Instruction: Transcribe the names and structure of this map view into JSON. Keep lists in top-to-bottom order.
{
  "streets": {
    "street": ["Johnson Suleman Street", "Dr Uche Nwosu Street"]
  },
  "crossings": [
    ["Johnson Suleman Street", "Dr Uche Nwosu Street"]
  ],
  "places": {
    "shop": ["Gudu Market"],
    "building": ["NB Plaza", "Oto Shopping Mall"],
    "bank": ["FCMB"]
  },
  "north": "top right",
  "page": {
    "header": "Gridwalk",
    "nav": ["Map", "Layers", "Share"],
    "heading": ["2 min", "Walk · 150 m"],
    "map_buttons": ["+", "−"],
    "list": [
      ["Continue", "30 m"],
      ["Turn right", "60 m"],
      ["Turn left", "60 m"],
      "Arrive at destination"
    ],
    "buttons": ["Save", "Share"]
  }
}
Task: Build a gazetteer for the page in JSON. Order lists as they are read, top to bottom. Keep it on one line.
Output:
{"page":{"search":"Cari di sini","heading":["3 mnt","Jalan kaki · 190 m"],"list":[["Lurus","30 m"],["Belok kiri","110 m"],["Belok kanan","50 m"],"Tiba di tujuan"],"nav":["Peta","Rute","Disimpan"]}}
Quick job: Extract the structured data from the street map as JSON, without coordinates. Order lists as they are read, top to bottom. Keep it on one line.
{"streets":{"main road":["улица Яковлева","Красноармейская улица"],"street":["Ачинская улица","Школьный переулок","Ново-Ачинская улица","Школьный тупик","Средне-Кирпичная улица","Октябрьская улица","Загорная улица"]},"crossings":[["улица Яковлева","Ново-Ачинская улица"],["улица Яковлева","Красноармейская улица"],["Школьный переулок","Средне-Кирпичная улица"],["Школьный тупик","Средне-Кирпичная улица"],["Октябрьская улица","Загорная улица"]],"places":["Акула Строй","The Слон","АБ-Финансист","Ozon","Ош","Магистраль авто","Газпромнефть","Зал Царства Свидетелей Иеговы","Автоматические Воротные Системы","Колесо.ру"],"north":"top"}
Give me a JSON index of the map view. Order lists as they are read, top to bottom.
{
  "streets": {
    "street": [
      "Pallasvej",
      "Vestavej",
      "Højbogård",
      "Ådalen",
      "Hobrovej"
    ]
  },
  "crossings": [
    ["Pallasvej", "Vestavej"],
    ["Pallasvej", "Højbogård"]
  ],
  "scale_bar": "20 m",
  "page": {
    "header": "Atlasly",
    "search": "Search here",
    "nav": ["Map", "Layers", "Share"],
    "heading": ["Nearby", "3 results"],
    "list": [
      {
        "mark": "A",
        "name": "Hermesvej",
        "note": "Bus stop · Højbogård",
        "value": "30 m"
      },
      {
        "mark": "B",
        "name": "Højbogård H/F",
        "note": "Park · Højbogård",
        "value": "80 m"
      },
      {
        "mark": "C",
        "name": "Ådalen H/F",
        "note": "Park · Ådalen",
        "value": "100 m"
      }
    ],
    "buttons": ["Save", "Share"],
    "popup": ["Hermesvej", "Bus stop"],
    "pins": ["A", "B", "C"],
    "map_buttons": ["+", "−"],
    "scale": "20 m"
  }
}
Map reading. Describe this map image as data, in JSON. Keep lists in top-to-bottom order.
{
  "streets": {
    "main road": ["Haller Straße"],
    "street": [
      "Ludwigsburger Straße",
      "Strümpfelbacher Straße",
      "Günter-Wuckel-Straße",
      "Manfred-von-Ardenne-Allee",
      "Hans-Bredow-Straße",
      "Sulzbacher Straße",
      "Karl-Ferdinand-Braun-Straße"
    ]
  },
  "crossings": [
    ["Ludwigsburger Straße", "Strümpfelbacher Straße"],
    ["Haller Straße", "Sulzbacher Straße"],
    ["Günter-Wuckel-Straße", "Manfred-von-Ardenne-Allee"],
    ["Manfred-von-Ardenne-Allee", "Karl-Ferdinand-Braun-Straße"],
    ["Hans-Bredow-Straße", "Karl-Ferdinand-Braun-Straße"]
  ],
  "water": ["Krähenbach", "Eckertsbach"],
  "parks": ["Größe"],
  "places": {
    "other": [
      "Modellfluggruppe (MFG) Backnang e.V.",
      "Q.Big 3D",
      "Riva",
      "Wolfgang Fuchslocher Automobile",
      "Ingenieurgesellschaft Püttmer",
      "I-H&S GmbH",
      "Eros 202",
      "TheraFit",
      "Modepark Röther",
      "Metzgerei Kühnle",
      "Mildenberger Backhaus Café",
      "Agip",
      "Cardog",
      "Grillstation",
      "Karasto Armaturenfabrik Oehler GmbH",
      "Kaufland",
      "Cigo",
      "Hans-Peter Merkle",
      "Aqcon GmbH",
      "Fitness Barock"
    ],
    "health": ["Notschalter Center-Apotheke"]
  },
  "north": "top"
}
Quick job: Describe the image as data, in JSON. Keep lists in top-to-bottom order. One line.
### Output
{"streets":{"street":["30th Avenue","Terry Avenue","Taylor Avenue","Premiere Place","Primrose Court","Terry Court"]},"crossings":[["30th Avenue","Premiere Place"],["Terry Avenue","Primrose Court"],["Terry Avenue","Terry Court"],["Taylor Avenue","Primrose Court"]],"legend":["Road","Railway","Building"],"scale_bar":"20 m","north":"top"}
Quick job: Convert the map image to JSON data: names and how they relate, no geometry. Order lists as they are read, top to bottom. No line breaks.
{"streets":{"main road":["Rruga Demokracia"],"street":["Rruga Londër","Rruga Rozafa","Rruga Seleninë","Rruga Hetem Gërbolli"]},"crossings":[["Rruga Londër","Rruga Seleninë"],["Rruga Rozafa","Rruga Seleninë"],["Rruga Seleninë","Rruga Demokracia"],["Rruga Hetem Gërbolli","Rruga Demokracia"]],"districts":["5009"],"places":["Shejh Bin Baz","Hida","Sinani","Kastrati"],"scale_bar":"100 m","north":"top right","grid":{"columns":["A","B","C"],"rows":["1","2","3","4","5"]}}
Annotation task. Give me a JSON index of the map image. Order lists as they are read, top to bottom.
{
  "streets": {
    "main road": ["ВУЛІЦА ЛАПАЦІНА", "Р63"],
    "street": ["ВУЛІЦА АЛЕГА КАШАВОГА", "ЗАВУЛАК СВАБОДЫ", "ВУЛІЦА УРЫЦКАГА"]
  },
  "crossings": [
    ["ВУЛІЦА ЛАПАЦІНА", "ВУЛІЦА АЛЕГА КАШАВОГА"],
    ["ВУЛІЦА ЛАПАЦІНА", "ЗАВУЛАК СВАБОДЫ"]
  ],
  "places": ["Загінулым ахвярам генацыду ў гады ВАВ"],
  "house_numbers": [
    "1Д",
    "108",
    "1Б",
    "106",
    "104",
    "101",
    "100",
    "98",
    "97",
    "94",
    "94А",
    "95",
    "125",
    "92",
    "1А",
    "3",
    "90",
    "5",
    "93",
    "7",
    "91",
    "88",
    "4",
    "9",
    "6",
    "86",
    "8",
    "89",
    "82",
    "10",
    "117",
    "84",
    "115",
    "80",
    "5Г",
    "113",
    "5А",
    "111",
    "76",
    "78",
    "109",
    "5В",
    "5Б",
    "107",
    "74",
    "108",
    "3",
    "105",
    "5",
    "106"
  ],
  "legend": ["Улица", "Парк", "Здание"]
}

» **Instructions to follow**
All of the entries above need to be output again exactly.

» **Exercise solution**
Instruction: Transcribe the names and structure of this map view into JSON. Keep lists in top-to-bottom order.
{
  "streets": {
    "street": ["Johnson Suleman Street", "Dr Uche Nwosu Street"]
  },
  "crossings": [
    ["Johnson Suleman Street", "Dr Uche Nwosu Street"]
  ],
  "places": {
    "shop": ["Gudu Market"],
    "building": ["NB Plaza", "Oto Shopping Mall"],
    "bank": ["FCMB"]
  },
  "north": "top right",
  "page": {
    "header": "Gridwalk",
    "nav": ["Map", "Layers", "Share"],
    "heading": ["2 min", "Walk · 150 m"],
    "map_buttons": ["+", "−"],
    "list": [
      ["Continue", "30 m"],
      ["Turn right", "60 m"],
      ["Turn left", "60 m"],
      "Arrive at destination"
    ],
    "buttons": ["Save", "Share"]
  }
}
Task: Build a gazetteer for the page in JSON. Order lists as they are read, top to bottom. Keep it on one line.
Output:
{"page":{"search":"Cari di sini","heading":["3 mnt","Jalan kaki · 190 m"],"list":[["Lurus","30 m"],["Belok kiri","110 m"],["Belok kanan","50 m"],"Tiba di tujuan"],"nav":["Peta","Rute","Disimpan"]}}
Quick job: Extract the structured data from the street map as JSON, without coordinates. Order lists as they are read, top to bottom. Keep it on one line.
{"streets":{"main road":["улица Яковлева","Красноармейская улица"],"street":["Ачинская улица","Школьный переулок","Ново-Ачинская улица","Школьный тупик","Средне-Кирпичная улица","Октябрьская улица","Загорная улица"]},"crossings":[["улица Яковлева","Ново-Ачинская улица"],["улица Яковлева","Красноармейская улица"],["Школьный переулок","Средне-Кирпичная улица"],["Школьный тупик","Средне-Кирпичная улица"],["Октябрьская улица","Загорная улица"]],"places":["Акула Строй","The Слон","АБ-Финансист","Ozon","Ош","Магистраль авто","Газпромнефть","Зал Царства Свидетелей Иеговы","Автоматические Воротные Системы","Колесо.ру"],"north":"top"}
Give me a JSON index of the map view. Order lists as they are read, top to bottom.
{
  "streets": {
    "street": [
      "Pallasvej",
      "Vestavej",
      "Højbogård",
      "Ådalen",
      "Hobrovej"
    ]
  },
  "crossings": [
    ["Pallasvej", "Vestavej"],
    ["Pallasvej", "Højbogård"]
  ],
  "scale_bar": "20 m",
  "page": {
    "header": "Atlasly",
    "search": "Search here",
    "nav": ["Map", "Layers", "Share"],
    "heading": ["Nearby", "3 results"],
    "list": [
      {
        "mark": "A",
        "name": "Hermesvej",
        "note": "Bus stop · Højbogård",
        "value": "30 m"
      },
      {
        "mark": "B",
        "name": "Højbogård H/F",
        "note": "Park · Højbogård",
        "value": "80 m"
      },
      {
        "mark": "C",
        "name": "Ådalen H/F",
        "note": "Park · Ådalen",
        "value": "100 m"
      }
    ],
    "buttons": ["Save", "Share"],
    "popup": ["Hermesvej", "Bus stop"],
    "pins": ["A", "B", "C"],
    "map_buttons": ["+", "−"],
    "scale": "20 m"
  }
}
Map reading. Describe this map image as data, in JSON. Keep lists in top-to-bottom order.
{
  "streets": {
    "main road": ["Haller Straße"],
    "street": [
      "Ludwigsburger Straße",
      "Strümpfelbacher Straße",
      "Günter-Wuckel-Straße",
      "Manfred-von-Ardenne-Allee",
      "Hans-Bredow-Straße",
      "Sulzbacher Straße",
      "Karl-Ferdinand-Braun-Straße"
    ]
  },
  "crossings": [
    ["Ludwigsburger Straße", "Strümpfelbacher Straße"],
    ["Haller Straße", "Sulzbacher Straße"],
    ["Günter-Wuckel-Straße", "Manfred-von-Ardenne-Allee"],
    ["Manfred-von-Ardenne-Allee", "Karl-Ferdinand-Braun-Straße"],
    ["Hans-Bredow-Straße", "Karl-Ferdinand-Braun-Straße"]
  ],
  "water": ["Krähenbach", "Eckertsbach"],
  "parks": ["Größe"],
  "places": {
    "other": [
      "Modellfluggruppe (MFG) Backnang e.V.",
      "Q.Big 3D",
      "Riva",
      "Wolfgang Fuchslocher Automobile",
      "Ingenieurgesellschaft Püttmer",
      "I-H&S GmbH",
      "Eros 202",
      "TheraFit",
      "Modepark Röther",
      "Metzgerei Kühnle",
      "Mildenberger Backhaus Café",
      "Agip",
      "Cardog",
      "Grillstation",
      "Karasto Armaturenfabrik Oehler GmbH",
      "Kaufland",
      "Cigo",
      "Hans-Peter Merkle",
      "Aqcon GmbH",
      "Fitness Barock"
    ],
    "health": ["Notschalter Center-Apotheke"]
  },
  "north": "top"
}
Quick job: Describe the image as data, in JSON. Keep lists in top-to-bottom order. One line.
### Output
{"streets":{"street":["30th Avenue","Terry Avenue","Taylor Avenue","Premiere Place","Primrose Court","Terry Court"]},"crossings":[["30th Avenue","Premiere Place"],["Terry Avenue","Primrose Court"],["Terry Avenue","Terry Court"],["Taylor Avenue","Primrose Court"]],"legend":["Road","Railway","Building"],"scale_bar":"20 m","north":"top"}
Quick job: Convert the map image to JSON data: names and how they relate, no geometry. Order lists as they are read, top to bottom. No line breaks.
{"streets":{"main road":["Rruga Demokracia"],"street":["Rruga Londër","Rruga Rozafa","Rruga Seleninë","Rruga Hetem Gërbolli"]},"crossings":[["Rruga Londër","Rruga Seleninë"],["Rruga Rozafa","Rruga Seleninë"],["Rruga Seleninë","Rruga Demokracia"],["Rruga Hetem Gërbolli","Rruga Demokracia"]],"districts":["5009"],"places":["Shejh Bin Baz","Hida","Sinani","Kastrati"],"scale_bar":"100 m","north":"top right","grid":{"columns":["A","B","C"],"rows":["1","2","3","4","5"]}}
Annotation task. Give me a JSON index of the map image. Order lists as they are read, top to bottom.
{
  "streets": {
    "main road": ["ВУЛІЦА ЛАПАЦІНА", "Р63"],
    "street": ["ВУЛІЦА АЛЕГА КАШАВОГА", "ЗАВУЛАК СВАБОДЫ", "ВУЛІЦА УРЫЦКАГА"]
  },
  "crossings": [
    ["ВУЛІЦА ЛАПАЦІНА", "ВУЛІЦА АЛЕГА КАШАВОГА"],
    ["ВУЛІЦА ЛАПАЦІНА", "ЗАВУЛАК СВАБОДЫ"]
  ],
  "places": ["Загінулым ахвярам генацыду ў гады ВАВ"],
  "house_numbers": [
    "1Д",
    "108",
    "1Б",
    "106",
    "104",
    "101",
    "100",
    "98",
    "97",
    "94",
    "94А",
    "95",
    "125",
    "92",
    "1А",
    "3",
    "90",
    "5",
    "93",
    "7",
    "91",
    "88",
    "4",
    "9",
    "6",
    "86",
    "8",
    "89",
    "82",
    "10",
    "117",
    "84",
    "115",
    "80",
    "5Г",
    "113",
    "5А",
    "111",
    "76",
    "78",
    "109",
    "5В",
    "5Б",
    "107",
    "74",
    "108",
    "3",
    "105",
    "5",
    "106"
  ],
  "legend": ["Улица", "Парк", "Здание"]
}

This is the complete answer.